Stored data entries:

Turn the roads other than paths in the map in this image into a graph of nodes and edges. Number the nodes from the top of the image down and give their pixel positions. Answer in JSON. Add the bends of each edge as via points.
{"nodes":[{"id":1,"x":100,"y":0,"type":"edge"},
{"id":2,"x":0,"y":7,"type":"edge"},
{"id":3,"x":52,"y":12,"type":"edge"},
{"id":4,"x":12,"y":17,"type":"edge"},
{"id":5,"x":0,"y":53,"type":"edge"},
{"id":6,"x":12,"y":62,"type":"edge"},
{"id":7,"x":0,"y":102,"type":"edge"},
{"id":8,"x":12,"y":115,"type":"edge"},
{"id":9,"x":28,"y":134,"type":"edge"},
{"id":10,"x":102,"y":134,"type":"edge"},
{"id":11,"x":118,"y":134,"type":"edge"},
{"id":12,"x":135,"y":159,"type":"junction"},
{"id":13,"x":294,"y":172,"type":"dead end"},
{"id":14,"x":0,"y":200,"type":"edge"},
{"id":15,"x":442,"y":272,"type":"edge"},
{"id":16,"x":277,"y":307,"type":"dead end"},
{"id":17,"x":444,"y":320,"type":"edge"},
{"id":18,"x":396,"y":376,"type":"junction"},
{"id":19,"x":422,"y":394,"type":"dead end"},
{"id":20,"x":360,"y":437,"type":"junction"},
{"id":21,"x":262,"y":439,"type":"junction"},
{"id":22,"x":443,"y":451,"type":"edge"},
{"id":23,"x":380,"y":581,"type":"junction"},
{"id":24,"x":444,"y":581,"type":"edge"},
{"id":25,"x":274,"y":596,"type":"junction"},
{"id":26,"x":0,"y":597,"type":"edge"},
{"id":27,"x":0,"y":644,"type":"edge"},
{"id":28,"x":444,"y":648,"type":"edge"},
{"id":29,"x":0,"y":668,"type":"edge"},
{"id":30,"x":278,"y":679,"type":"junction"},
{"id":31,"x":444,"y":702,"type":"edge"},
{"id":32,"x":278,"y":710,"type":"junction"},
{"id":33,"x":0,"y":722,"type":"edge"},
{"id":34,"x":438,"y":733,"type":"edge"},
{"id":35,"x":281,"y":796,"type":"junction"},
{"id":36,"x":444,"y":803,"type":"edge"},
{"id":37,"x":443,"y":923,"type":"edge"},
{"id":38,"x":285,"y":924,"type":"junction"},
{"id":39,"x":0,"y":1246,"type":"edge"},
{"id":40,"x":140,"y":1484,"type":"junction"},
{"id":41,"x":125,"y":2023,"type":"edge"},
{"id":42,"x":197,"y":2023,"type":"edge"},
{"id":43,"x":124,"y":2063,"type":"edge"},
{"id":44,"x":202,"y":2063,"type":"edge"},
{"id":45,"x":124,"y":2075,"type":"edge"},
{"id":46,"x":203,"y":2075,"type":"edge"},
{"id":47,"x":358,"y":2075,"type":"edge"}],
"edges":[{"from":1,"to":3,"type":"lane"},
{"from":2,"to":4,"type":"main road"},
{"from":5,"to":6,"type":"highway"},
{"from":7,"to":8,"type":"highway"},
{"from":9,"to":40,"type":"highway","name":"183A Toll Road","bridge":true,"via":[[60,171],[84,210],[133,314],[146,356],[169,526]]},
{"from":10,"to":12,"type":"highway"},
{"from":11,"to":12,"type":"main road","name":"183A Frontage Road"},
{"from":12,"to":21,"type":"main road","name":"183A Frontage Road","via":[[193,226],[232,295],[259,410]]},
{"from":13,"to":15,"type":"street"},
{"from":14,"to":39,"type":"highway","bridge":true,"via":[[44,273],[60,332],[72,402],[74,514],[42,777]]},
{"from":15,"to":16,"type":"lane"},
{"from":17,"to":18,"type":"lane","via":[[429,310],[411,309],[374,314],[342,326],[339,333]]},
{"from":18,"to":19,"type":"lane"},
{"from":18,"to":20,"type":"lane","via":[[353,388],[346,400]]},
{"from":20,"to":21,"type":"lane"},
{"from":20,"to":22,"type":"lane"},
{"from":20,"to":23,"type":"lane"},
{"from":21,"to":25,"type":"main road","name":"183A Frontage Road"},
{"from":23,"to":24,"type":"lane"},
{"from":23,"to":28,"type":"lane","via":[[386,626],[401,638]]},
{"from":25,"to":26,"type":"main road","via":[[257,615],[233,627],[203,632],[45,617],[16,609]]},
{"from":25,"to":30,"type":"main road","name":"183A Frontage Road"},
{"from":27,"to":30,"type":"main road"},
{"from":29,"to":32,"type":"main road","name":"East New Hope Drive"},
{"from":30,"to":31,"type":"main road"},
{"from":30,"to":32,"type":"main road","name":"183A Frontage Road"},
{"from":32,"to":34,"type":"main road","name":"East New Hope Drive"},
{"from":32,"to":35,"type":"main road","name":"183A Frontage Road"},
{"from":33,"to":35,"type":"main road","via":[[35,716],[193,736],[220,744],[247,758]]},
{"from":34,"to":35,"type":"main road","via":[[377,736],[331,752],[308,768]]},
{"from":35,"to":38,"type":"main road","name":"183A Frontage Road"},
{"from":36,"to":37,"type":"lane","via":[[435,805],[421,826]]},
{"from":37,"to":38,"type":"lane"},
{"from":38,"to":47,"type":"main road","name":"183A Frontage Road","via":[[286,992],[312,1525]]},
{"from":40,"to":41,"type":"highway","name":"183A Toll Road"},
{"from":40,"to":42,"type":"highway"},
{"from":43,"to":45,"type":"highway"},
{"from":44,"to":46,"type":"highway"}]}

▶ **What is required**
The entries shown above must be reproduced in full, exactly as written.

▶ **Answer section**
Turn the roads other than paths in the map in this image into a graph of nodes and edges. Number the nodes from the top of the image down and give their pixel positions. Answer in JSON. Add the bends of each edge as via points.
{"nodes":[{"id":1,"x":100,"y":0,"type":"edge"},
{"id":2,"x":0,"y":7,"type":"edge"},
{"id":3,"x":52,"y":12,"type":"edge"},
{"id":4,"x":12,"y":17,"type":"edge"},
{"id":5,"x":0,"y":53,"type":"edge"},
{"id":6,"x":12,"y":62,"type":"edge"},
{"id":7,"x":0,"y":102,"type":"edge"},
{"id":8,"x":12,"y":115,"type":"edge"},
{"id":9,"x":28,"y":134,"type":"edge"},
{"id":10,"x":102,"y":134,"type":"edge"},
{"id":11,"x":118,"y":134,"type":"edge"},
{"id":12,"x":135,"y":159,"type":"junction"},
{"id":13,"x":294,"y":172,"type":"dead end"},
{"id":14,"x":0,"y":200,"type":"edge"},
{"id":15,"x":442,"y":272,"type":"edge"},
{"id":16,"x":277,"y":307,"type":"dead end"},
{"id":17,"x":444,"y":320,"type":"edge"},
{"id":18,"x":396,"y":376,"type":"junction"},
{"id":19,"x":422,"y":394,"type":"dead end"},
{"id":20,"x":360,"y":437,"type":"junction"},
{"id":21,"x":262,"y":439,"type":"junction"},
{"id":22,"x":443,"y":451,"type":"edge"},
{"id":23,"x":380,"y":581,"type":"junction"},
{"id":24,"x":444,"y":581,"type":"edge"},
{"id":25,"x":274,"y":596,"type":"junction"},
{"id":26,"x":0,"y":597,"type":"edge"},
{"id":27,"x":0,"y":644,"type":"edge"},
{"id":28,"x":444,"y":648,"type":"edge"},
{"id":29,"x":0,"y":668,"type":"edge"},
{"id":30,"x":278,"y":679,"type":"junction"},
{"id":31,"x":444,"y":702,"type":"edge"},
{"id":32,"x":278,"y":710,"type":"junction"},
{"id":33,"x":0,"y":722,"type":"edge"},
{"id":34,"x":438,"y":733,"type":"edge"},
{"id":35,"x":281,"y":796,"type":"junction"},
{"id":36,"x":444,"y":803,"type":"edge"},
{"id":37,"x":443,"y":923,"type":"edge"},
{"id":38,"x":285,"y":924,"type":"junction"},
{"id":39,"x":0,"y":1246,"type":"edge"},
{"id":40,"x":140,"y":1484,"type":"junction"},
{"id":41,"x":125,"y":2023,"type":"edge"},
{"id":42,"x":197,"y":2023,"type":"edge"},
{"id":43,"x":124,"y":2063,"type":"edge"},
{"id":44,"x":202,"y":2063,"type":"edge"},
{"id":45,"x":124,"y":2075,"type":"edge"},
{"id":46,"x":203,"y":2075,"type":"edge"},
{"id":47,"x":358,"y":2075,"type":"edge"}],
"edges":[{"from":1,"to":3,"type":"lane"},
{"from":2,"to":4,"type":"main road"},
{"from":5,"to":6,"type":"highway"},
{"from":7,"to":8,"type":"highway"},
{"from":9,"to":40,"type":"highway","name":"183A Toll Road","bridge":true,"via":[[60,171],[84,210],[133,314],[146,356],[169,526]]},
{"from":10,"to":12,"type":"highway"},
{"from":11,"to":12,"type":"main road","name":"183A Frontage Road"},
{"from":12,"to":21,"type":"main road","name":"183A Frontage Road","via":[[193,226],[232,295],[259,410]]},
{"from":13,"to":15,"type":"street"},
{"from":14,"to":39,"type":"highway","bridge":true,"via":[[44,273],[60,332],[72,402],[74,514],[42,777]]},
{"from":15,"to":16,"type":"lane"},
{"from":17,"to":18,"type":"lane","via":[[429,310],[411,309],[374,314],[342,326],[339,333]]},
{"from":18,"to":19,"type":"lane"},
{"from":18,"to":20,"type":"lane","via":[[353,388],[346,400]]},
{"from":20,"to":21,"type":"lane"},
{"from":20,"to":22,"type":"lane"},
{"from":20,"to":23,"type":"lane"},
{"from":21,"to":25,"type":"main road","name":"183A Frontage Road"},
{"from":23,"to":24,"type":"lane"},
{"from":23,"to":28,"type":"lane","via":[[386,626],[401,638]]},
{"from":25,"to":26,"type":"main road","via":[[257,615],[233,627],[203,632],[45,617],[16,609]]},
{"from":25,"to":30,"type":"main road","name":"183A Frontage Road"},
{"from":27,"to":30,"type":"main road"},
{"from":29,"to":32,"type":"main road","name":"East New Hope Drive"},
{"from":30,"to":31,"type":"main road"},
{"from":30,"to":32,"type":"main road","name":"183A Frontage Road"},
{"from":32,"to":34,"type":"main road","name":"East New Hope Drive"},
{"from":32,"to":35,"type":"main road","name":"183A Frontage Road"},
{"from":33,"to":35,"type":"main road","via":[[35,716],[193,736],[220,744],[247,758]]},
{"from":34,"to":35,"type":"main road","via":[[377,736],[331,752],[308,768]]},
{"from":35,"to":38,"type":"main road","name":"183A Frontage Road"},
{"from":36,"to":37,"type":"lane","via":[[435,805],[421,826]]},
{"from":37,"to":38,"type":"lane"},
{"from":38,"to":47,"type":"main road","name":"183A Frontage Road","via":[[286,992],[312,1525]]},
{"from":40,"to":41,"type":"highway","name":"183A Toll Road"},
{"from":40,"to":42,"type":"highway"},
{"from":43,"to":45,"type":"highway"},
{"from":44,"to":46,"type":"highway"}]}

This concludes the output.